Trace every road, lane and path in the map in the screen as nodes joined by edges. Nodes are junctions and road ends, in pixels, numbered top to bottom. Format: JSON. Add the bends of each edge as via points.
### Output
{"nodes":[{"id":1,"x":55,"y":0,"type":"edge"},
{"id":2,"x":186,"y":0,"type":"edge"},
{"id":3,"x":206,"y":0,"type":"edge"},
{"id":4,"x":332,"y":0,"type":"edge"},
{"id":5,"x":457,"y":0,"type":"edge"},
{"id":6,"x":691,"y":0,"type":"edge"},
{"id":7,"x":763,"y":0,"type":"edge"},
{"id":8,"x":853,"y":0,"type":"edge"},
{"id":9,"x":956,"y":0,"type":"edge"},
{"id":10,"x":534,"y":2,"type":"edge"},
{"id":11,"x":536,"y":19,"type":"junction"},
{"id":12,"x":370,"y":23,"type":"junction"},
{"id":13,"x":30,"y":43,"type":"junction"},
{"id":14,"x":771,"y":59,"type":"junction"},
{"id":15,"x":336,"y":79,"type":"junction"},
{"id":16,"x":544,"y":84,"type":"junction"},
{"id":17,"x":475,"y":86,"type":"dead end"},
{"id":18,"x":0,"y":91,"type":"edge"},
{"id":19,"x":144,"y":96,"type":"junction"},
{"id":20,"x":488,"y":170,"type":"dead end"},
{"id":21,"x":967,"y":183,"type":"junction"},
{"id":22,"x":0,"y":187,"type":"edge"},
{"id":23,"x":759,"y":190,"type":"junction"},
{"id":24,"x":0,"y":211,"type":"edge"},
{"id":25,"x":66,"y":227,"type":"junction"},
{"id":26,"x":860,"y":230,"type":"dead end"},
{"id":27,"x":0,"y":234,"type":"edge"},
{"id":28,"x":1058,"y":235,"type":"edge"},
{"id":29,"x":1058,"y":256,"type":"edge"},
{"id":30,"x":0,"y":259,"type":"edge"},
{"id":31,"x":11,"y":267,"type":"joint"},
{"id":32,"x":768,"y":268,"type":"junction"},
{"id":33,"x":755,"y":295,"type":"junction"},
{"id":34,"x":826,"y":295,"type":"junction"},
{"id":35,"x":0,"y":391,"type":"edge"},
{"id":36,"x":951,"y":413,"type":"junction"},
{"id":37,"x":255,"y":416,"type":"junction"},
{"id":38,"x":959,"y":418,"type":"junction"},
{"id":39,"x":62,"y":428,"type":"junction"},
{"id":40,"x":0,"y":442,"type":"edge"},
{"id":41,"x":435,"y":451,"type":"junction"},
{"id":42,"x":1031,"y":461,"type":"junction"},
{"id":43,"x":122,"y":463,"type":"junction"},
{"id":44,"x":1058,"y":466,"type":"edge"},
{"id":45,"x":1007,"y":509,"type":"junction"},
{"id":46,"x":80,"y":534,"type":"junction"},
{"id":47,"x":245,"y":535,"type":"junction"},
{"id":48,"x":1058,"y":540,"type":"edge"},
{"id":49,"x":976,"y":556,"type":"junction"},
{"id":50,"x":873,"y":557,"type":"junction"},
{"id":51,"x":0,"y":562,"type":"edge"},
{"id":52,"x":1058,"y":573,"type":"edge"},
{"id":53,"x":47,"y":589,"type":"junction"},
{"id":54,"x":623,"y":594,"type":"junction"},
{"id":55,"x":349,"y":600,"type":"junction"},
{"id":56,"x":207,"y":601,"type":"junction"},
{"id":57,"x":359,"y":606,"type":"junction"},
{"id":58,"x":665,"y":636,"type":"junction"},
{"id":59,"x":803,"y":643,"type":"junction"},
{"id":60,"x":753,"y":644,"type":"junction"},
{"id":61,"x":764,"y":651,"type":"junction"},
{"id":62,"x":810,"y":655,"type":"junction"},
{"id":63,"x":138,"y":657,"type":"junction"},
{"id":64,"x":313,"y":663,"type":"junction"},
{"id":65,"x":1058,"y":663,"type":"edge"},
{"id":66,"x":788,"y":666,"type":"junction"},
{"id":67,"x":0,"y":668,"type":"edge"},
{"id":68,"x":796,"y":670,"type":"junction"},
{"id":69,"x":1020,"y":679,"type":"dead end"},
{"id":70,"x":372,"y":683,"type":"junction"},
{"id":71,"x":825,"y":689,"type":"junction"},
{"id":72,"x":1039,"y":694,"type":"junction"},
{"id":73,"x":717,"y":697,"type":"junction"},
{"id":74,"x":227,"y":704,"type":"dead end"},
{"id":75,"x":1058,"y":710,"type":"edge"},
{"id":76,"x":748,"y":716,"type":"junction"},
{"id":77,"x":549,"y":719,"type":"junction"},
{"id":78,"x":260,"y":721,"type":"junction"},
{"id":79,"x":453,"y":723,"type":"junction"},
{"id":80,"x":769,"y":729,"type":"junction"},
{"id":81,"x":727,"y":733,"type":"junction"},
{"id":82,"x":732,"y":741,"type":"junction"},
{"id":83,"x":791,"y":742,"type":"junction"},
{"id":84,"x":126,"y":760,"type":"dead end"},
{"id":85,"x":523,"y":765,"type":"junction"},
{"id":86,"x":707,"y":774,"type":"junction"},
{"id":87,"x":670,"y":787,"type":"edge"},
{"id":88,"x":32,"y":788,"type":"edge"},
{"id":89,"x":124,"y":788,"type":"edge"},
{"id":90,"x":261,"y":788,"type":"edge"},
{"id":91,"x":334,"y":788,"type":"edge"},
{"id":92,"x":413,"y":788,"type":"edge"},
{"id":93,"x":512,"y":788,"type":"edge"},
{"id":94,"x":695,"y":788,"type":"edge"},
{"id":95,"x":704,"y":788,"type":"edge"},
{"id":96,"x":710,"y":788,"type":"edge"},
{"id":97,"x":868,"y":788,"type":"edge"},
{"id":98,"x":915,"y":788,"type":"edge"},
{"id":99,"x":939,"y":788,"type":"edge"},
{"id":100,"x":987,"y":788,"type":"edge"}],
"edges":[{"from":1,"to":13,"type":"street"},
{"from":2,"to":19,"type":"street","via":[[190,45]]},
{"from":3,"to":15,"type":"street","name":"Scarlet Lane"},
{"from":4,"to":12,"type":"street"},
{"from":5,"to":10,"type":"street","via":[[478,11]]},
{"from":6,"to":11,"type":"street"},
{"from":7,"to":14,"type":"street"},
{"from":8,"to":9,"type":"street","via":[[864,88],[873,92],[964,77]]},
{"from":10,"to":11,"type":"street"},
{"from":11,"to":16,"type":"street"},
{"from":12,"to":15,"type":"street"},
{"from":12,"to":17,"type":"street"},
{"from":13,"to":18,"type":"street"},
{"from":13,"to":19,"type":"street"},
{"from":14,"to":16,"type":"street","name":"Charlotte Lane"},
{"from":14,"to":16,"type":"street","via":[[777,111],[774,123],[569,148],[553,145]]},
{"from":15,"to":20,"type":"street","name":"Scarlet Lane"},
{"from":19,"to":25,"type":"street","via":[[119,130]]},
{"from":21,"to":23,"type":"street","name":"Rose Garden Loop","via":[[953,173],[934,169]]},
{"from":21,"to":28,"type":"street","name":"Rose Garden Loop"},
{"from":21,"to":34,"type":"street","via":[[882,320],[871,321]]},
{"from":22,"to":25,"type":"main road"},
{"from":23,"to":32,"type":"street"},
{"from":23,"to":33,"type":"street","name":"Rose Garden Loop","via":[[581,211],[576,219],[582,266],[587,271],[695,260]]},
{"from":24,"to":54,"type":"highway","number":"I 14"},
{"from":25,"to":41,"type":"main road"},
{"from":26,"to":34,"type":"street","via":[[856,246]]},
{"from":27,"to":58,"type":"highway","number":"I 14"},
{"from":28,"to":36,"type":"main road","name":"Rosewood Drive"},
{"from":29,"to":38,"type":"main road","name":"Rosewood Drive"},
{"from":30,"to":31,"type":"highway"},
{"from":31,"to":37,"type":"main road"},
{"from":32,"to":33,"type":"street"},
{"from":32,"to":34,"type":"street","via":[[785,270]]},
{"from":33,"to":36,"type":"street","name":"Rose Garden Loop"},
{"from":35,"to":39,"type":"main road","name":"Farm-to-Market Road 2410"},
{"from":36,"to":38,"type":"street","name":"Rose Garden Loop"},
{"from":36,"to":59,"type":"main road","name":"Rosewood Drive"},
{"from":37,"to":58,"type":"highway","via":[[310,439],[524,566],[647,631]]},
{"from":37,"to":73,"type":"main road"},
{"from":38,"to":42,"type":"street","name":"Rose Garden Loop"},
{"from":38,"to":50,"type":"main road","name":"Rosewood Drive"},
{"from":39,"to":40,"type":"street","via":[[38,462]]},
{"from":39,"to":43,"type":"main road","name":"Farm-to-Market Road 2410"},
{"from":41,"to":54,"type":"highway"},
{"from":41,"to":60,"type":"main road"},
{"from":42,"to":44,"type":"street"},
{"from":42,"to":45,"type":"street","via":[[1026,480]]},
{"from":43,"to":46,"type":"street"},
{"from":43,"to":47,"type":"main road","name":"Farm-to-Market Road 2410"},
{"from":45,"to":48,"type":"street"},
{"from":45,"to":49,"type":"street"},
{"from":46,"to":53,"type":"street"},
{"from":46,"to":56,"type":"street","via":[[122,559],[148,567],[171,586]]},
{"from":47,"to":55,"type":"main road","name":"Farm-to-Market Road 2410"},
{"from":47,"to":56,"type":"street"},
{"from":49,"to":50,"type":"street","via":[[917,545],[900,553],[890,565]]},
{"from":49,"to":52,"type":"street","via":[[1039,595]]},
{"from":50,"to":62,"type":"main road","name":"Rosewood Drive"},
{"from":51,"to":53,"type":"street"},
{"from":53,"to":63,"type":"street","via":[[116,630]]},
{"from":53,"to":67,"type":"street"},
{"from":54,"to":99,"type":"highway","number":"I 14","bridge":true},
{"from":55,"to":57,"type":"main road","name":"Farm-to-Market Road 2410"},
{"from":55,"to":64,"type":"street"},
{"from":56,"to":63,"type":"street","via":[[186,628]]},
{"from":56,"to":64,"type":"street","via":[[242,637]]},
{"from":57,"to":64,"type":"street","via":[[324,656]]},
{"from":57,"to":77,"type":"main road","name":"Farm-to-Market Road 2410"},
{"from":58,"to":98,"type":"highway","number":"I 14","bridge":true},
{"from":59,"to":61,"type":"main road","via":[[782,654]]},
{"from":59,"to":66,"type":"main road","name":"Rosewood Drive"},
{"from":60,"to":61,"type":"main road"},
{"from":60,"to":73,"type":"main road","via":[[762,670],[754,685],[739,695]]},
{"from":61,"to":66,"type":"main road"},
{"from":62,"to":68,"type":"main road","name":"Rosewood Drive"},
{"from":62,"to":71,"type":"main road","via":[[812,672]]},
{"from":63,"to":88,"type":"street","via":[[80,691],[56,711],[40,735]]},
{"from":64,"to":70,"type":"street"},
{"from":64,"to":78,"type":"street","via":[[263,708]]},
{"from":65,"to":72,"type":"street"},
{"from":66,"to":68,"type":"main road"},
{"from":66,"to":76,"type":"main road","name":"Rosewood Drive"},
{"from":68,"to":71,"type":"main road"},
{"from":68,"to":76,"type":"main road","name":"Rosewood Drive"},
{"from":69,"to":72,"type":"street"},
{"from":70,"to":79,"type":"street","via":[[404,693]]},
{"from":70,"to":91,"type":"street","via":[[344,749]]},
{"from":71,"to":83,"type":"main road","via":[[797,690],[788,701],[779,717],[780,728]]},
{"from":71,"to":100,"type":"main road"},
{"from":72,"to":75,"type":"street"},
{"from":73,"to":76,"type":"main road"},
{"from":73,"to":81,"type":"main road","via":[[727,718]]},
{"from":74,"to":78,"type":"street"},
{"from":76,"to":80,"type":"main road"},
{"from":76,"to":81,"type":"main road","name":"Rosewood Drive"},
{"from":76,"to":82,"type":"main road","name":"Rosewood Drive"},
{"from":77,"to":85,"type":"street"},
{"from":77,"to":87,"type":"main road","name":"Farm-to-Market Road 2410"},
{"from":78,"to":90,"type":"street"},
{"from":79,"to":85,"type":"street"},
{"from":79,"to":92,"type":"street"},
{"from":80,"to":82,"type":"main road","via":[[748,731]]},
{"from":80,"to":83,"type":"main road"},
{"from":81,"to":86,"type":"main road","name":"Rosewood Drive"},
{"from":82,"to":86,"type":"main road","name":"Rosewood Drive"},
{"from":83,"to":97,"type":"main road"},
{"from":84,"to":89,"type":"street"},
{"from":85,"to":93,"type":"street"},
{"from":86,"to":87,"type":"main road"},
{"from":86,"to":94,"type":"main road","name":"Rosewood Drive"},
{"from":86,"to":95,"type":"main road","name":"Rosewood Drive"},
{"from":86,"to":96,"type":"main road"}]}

# [Work to complete]
Based on the entries above, please state how many lines include "Scarlet", leaving out everything else.

# [Output below]
2